Case Study: Search Engine

A search engine indexes the world's information and retrieves the most relevant results in a fraction of a second. Designing one requires solving problems at every layer of the stack: a web crawler that discovers and fetches billions of pages, an indexing pipeline that processes and organizes that content, a ranking system that scores relevance using hundreds of signals, and a serving layer that returns results with sub-200ms latency to millions of concurrent users.

What makes this case study fascinating is the sheer scale and the compounding difficulty it creates. The web contains trillions of pages, and the crawler must continuously discover new content, re-crawl changed pages, and respect politeness constraints -- all while being efficient enough to keep the index fresh. The inverted index alone can be petabytes in size, and it must be partitioned, replicated, and served from memory-mapped storage so that any query can be answered by scanning only a tiny fraction of the total data.

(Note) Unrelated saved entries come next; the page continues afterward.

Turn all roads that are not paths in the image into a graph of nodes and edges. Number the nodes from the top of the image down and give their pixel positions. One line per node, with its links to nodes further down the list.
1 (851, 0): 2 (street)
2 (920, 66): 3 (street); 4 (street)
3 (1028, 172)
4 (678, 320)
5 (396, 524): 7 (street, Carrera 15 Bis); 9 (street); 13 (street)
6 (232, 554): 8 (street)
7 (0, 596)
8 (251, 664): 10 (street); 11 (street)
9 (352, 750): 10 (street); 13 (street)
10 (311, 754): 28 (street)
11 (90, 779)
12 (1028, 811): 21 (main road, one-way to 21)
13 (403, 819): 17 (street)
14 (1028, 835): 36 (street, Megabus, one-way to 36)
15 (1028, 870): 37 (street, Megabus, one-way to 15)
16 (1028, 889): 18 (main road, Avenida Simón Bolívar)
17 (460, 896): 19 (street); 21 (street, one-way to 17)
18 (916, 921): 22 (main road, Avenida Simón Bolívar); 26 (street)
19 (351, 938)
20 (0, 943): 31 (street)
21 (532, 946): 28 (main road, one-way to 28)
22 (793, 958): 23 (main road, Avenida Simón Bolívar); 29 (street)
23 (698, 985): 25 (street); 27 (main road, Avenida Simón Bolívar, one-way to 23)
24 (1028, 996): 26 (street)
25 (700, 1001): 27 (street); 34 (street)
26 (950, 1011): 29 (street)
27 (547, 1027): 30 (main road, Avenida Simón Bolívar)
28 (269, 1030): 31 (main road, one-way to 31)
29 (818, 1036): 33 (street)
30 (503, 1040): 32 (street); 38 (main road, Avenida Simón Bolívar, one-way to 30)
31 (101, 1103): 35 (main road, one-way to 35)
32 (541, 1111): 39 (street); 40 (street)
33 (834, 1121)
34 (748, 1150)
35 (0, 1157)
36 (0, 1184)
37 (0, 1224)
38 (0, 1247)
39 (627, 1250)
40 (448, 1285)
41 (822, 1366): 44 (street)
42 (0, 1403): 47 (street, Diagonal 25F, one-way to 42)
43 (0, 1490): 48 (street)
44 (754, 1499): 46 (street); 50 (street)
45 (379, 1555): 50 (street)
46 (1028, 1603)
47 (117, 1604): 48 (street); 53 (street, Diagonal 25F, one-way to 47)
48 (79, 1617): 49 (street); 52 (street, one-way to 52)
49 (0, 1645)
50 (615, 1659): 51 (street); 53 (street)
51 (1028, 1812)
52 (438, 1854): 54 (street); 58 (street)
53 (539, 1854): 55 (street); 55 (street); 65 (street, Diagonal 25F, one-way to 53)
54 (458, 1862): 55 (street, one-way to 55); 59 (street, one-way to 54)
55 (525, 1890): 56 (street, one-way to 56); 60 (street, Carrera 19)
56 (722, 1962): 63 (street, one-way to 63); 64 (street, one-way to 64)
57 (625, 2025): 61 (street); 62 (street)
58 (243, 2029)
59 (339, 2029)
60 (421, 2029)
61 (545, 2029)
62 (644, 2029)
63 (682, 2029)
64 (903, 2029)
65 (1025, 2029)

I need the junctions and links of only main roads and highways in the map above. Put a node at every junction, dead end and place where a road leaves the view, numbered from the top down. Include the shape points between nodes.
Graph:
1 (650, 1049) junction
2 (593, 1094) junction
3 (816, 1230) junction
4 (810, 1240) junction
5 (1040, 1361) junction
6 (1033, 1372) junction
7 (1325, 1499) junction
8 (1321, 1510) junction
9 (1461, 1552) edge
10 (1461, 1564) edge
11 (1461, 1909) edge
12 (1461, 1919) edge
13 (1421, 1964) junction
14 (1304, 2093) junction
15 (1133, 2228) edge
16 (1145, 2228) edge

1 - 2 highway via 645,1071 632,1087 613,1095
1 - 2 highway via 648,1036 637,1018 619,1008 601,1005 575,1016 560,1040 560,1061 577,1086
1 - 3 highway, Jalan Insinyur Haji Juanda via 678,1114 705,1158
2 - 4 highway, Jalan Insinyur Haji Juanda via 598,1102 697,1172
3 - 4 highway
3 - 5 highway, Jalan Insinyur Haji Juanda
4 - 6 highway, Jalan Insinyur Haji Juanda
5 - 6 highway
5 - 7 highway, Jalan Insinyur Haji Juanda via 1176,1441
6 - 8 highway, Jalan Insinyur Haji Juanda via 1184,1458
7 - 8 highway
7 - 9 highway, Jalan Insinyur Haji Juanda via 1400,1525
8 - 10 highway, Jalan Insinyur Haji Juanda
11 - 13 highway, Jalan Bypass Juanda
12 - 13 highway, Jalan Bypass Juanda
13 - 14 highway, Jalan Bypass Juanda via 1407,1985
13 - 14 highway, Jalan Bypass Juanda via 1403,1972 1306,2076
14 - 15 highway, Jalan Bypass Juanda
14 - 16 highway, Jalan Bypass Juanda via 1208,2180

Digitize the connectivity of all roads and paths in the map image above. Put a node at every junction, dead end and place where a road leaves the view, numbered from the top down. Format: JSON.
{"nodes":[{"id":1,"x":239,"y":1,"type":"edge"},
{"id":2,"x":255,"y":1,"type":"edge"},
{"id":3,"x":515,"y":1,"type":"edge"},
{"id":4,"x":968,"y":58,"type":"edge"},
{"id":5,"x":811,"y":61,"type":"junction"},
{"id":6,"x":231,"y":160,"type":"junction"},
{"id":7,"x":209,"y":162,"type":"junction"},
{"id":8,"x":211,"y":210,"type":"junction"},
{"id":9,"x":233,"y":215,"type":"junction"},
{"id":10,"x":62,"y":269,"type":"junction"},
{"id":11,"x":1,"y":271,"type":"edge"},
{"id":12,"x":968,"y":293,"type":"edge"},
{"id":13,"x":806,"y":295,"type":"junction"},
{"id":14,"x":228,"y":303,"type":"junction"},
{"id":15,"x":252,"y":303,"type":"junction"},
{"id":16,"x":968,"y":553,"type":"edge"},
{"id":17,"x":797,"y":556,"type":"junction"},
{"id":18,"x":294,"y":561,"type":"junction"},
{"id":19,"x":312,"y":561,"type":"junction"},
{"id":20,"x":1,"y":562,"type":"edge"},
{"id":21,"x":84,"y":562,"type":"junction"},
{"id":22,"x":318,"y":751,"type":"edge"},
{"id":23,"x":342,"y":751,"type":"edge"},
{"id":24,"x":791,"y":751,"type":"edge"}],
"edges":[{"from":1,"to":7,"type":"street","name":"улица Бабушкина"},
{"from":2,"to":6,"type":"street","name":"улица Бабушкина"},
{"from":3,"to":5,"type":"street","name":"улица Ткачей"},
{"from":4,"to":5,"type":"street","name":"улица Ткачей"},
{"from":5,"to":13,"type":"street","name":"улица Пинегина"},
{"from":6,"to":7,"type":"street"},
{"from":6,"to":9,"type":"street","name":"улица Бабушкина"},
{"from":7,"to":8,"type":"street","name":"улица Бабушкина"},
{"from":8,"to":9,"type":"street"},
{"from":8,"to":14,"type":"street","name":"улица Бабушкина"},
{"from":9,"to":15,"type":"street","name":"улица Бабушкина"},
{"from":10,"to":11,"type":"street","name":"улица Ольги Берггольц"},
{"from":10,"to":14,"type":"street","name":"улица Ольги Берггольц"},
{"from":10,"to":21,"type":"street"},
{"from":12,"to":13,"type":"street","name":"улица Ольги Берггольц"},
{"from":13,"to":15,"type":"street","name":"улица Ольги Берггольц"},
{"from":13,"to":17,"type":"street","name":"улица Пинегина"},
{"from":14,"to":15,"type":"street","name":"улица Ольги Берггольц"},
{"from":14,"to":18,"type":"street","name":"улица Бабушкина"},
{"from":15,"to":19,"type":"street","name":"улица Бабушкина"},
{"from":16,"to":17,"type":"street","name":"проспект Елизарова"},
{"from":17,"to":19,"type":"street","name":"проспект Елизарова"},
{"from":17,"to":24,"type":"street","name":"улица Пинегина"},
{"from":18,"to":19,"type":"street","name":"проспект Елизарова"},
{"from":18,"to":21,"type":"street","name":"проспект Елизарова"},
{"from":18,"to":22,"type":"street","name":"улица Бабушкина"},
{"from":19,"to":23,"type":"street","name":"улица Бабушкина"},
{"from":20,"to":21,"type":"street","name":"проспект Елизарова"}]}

Ranking is where the system transitions from an engineering challenge to a blend of engineering and information retrieval science. The engine must combine text relevance (TF-IDF, BM25), link analysis (PageRank), freshness, user engagement signals, and increasingly, semantic understanding through learned embeddings. All of this scoring must happen within a strict latency budget, which means the system needs a multi-phase ranking pipeline: a fast candidate retrieval phase that narrows billions of documents to thousands, followed by progressively more expensive re-ranking stages.

Key Challenges

• Web crawling: Building a distributed crawler that discovers, fetches, and deduplicates billions of pages while respecting robots.txt, managing politeness delays, and prioritizing important or frequently changing content.
• Distributed indexing: Constructing and maintaining a petabyte-scale inverted index that is partitioned across thousands of machines, supports incremental updates, and enables fast lookups.
• Ranking at scale: Implementing a multi-stage ranking pipeline that balances relevance, freshness, and authority signals within a tight latency budget, from initial candidate retrieval to final re-ranking.
• Serving with low latency: Designing a query serving architecture that fans out to hundreds of index shards in parallel, merges results, and returns a final page in under 200 milliseconds.
• Freshness vs. completeness: Balancing the trade-off between crawling new content quickly and thoroughly indexing the long tail of less popular pages.

Prerequisites

• 08-search-systems -- inverted indexes, text analysis, relevance scoring, and search infrastructure fundamentals.
• 04-data-systems -- storage engines, distributed data processing, and indexing strategies at scale.
• 02-scalability -- partitioning, replication, and fan-out patterns for serving queries across thousands of nodes.